Georgia tax professionals plead guilty in $1.2B tax scheme
Two Georgia men have pleaded guilty for taking part in a wide-ranging tax scheme involving the sale of fraudulent syndicated conservation easement (SCE) tax shelters.
According to federal court documents, Stein Agee of Canton and Corey Agee of Atlanta, partners at a Sandy Springs accounting firm, promoted fraudulent tax shelters between at least 2013 and the end of last year designed to generate deductions for high-income taxpayers through partnerships purported to be making real estate investments.
In reality, the partnerships were a sham, lacking economic substance and serving no legitimate business purpose.
The placement of conservation easements over the real estate was a foregone conclusion, which enabled the investors to fraudulently shelter their income from the IRS with no economic risk and to claim substantial tax deductions to which they were not entitled.
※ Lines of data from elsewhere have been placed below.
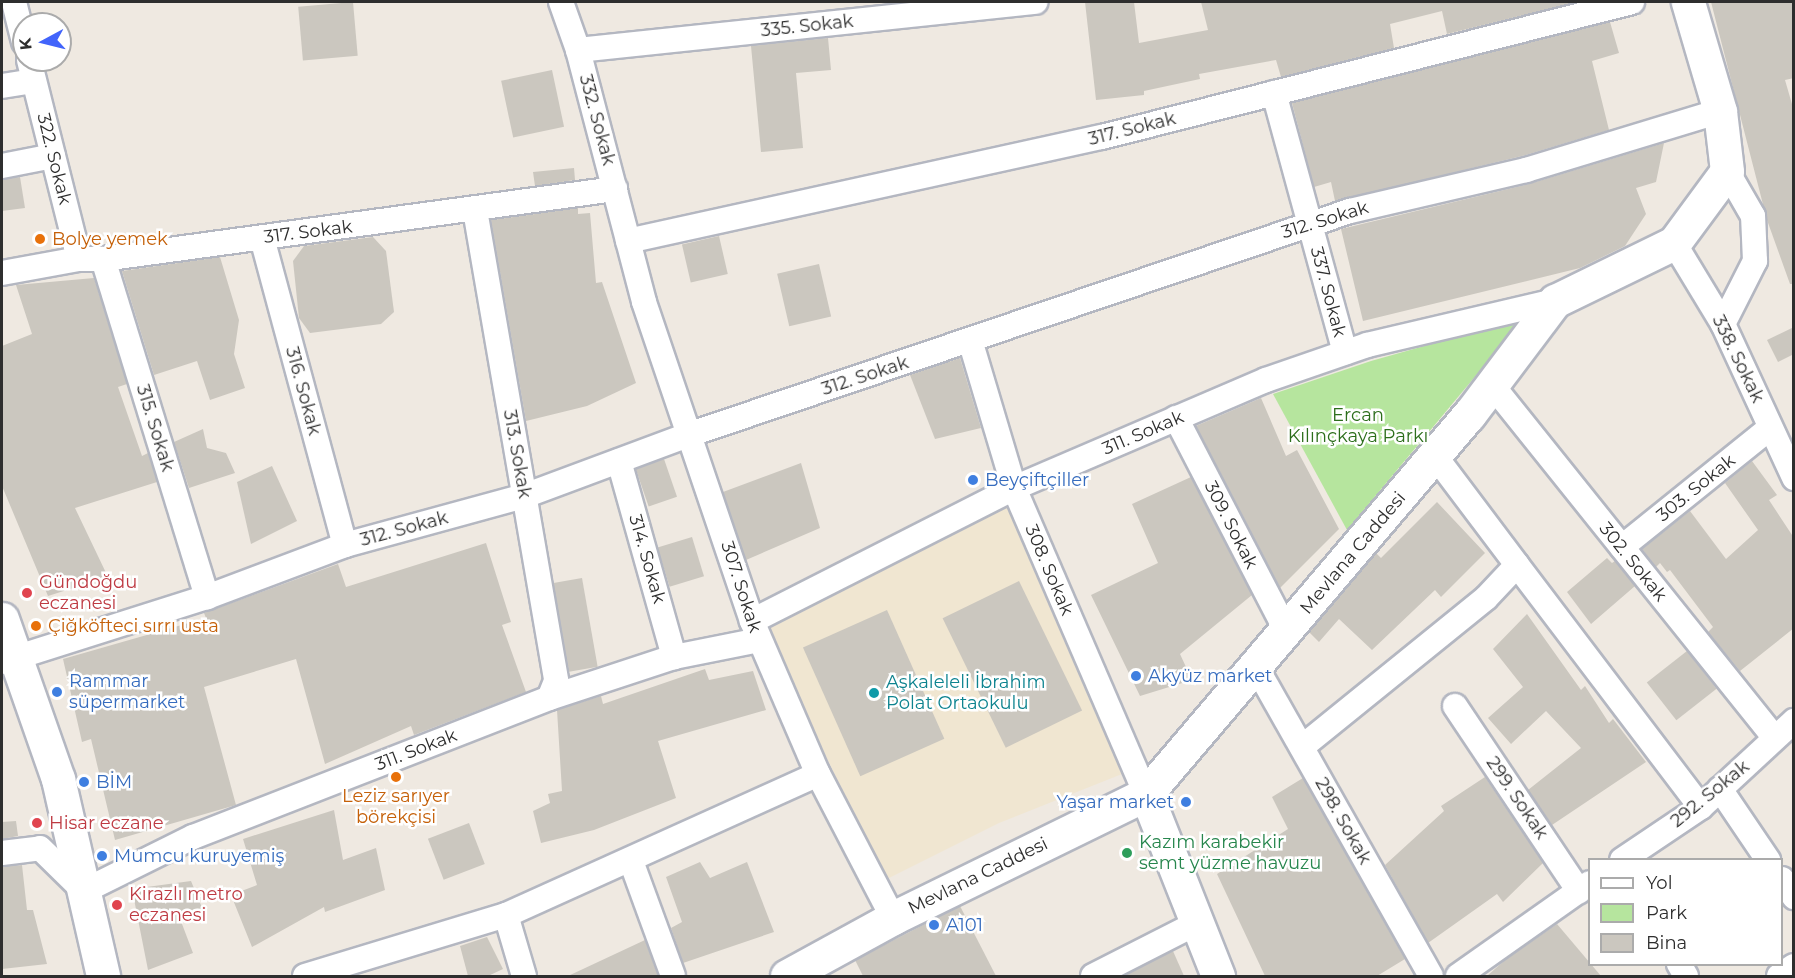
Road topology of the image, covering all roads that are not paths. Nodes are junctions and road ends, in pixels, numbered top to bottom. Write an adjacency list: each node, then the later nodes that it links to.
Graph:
1 (561, 2): 5 (street, 332. Sokak)
2 (1035, 2): 5 (street, 335. Sokak)
3 (1632, 2): 9 (street, 317. Sokak)
4 (1688, 2): 10 (street)
5 (578, 50): 14 (street, 332. Sokak)
6 (29, 72): 8 (street)
7 (31, 72): 11 (street, 322. Sokak)
8 (2, 86)
9 (1274, 93): 16 (street, 337. Sokak); 18 (street, 317. Sokak)
10 (1720, 111): 13 (street); 16 (street, 312. Sokak)
11 (53, 156): 12 (street); 20 (street, 322. Sokak)
12 (2, 166)
13 (1727, 171): 19 (street, Mevlana Caddesi); 23 (street)
14 (615, 189): 15 (street, 317. Sokak); 18 (street, 332. Sokak)
15 (475, 210): 17 (street, 317. Sokak); 34 (street, 313. Sokak)
16 (1310, 224): 24 (street, 312. Sokak); 25 (street, 337. Sokak)
17 (262, 238): 20 (street, 317. Sokak); 35 (street, 316. Sokak)
18 (628, 241): 29 (street, 307. Sokak)
19 (1674, 243): 22 (street, Mevlana Caddesi); 23 (street, 338. Sokak)
20 (91, 259): 21 (street, 317. Sokak); 38 (street, 315. Sokak)
21 (2, 273)
22 (1555, 301): 25 (street, 311. Sokak); 26 (street, Mevlana Caddesi)
23 (1723, 324): 28 (street, 338. Sokak)
24 (970, 340): 29 (street, 312. Sokak); 33 (street, 308. Sokak)
25 (1345, 352): 27 (street, 311. Sokak)
26 (1492, 385): 30 (street, Mevlana Caddesi); 36 (street, 302. Sokak)
27 (1176, 418): 33 (street, 311. Sokak); 41 (street, 309. Sokak)
28 (1770, 428): 32 (street, 338. Sokak); 36 (street, 303. Sokak)
29 (691, 434): 31 (street, 312. Sokak); 40 (street, 307. Sokak)
30 (1435, 456): 37 (street); 41 (street, Mevlana Caddesi)
31 (619, 460): 34 (street, 312. Sokak); 42 (street, 314. Sokak)
32 (1794, 478)
33 (1014, 488): 40 (street, 311. Sokak); 52 (street, 308. Sokak)
34 (524, 496): 35 (street, 312. Sokak); 45 (street, 313. Sokak)
35 (345, 545): 38 (street, 312. Sokak)
36 (1622, 547): 48 (street, 302. Sokak)
37 (1517, 565): 49 (street); 53 (street)
38 (207, 597): 43 (street, 312. Sokak)
39 (2, 619): 43 (street)
40 (755, 631): 42 (street, 311. Sokak); 50 (street, 307. Sokak)
41 (1287, 632): 44 (street, Mevlana Caddesi)
42 (674, 657): 45 (street, 311. Sokak)
43 (9, 661): 60 (street)
44 (1255, 665): 49 (street, 298. Sokak); 52 (street, Mevlana Caddesi)
45 (549, 698): 60 (street, 311. Sokak)
46 (1455, 706): 59 (street, 299. Sokak)
47 (1794, 721): 48 (street, 292. Sokak)
48 (1775, 738): 51 (street, 292. Sokak)
49 (1302, 747): 74 (street, 298. Sokak)
50 (818, 774): 57 (street); 63 (street, 307. Sokak)
51 (1720, 789): 53 (street, 292. Sokak); 56 (street)
52 (1146, 794): 63 (street, Mevlana Caddesi); 64 (street)
53 (1701, 807): 55 (street, 292. Sokak)
54 (2, 853): 60 (street)
55 (1625, 858)
56 (1767, 858)
57 (631, 861): 62 (street); 71 (street)
58 (1783, 880): 61 (street)
59 (1584, 887): 75 (street)
60 (84, 891): 68 (street)
61 (1794, 897)
62 (506, 915): 66 (street); 70 (street)
63 (893, 918): 67 (street, Mevlana Caddesi)
64 (1197, 923): 72 (street); 73 (street)
65 (1794, 966): 76 (street)
66 (368, 967): 69 (street)
67 (808, 972)
68 (103, 976)
69 (305, 976)
70 (524, 976)
71 (673, 976)
72 (1093, 976)
73 (1218, 976)
74 (1431, 976)
75 (1458, 976)
76 (1779, 976)

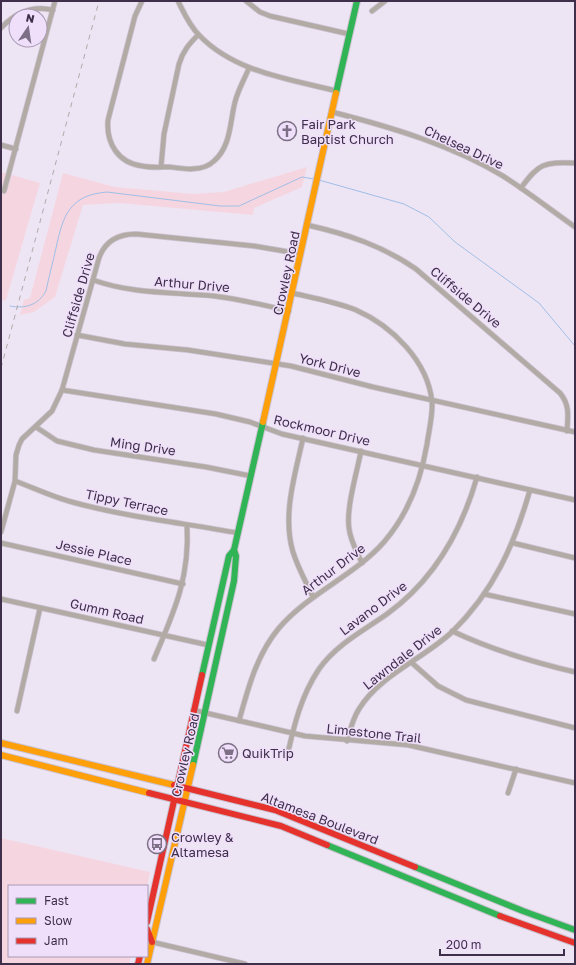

The Agees and their co-conspirators promised investors that for every $1 invested in the partnership, the investor would receive more than $4 in charitable tax deductions.
“The defendants’ and their co-conspirators' criminal conduct enabled their clients to claim more than $1.2 billion in fraudulent tax deductions and generated hundreds of millions of dollars of tax loss to the United States,” said Richard E. Zuckerman, principal deputy assistant attorney general in the Justice Department's Tax Division. “Taxpayers engaging in such schemes, and the lawyers, accountants, appraisers and other professionals that enable them, should understand that they will be held fully to account for their fraudulent conduct.”
“Each year, millions of law-abiding Americans painstakingly file accurate tax returns and pay timely their tax obligations,” added U.S. Attorney R. Andrew Murray for the Western District of North Carolina. “As the defendants admitted in court … their tax shelter scheme helped wealthy clients skirt their tax responsibilities and avoid paying their fair share.” When legitimately created and used in compliance with the Internal Revenue Code, conservation easements can both protect the environment and provide tax incentives. Abusive SCEs are designed to game the system and generate inflated and unwarranted tax deductions.
The Agees both pleaded guilty to one count of conspiracy to defraud the IRS, which carries a maximum penalty of five years in prison. They also face a period of supervised release, restitution, and year.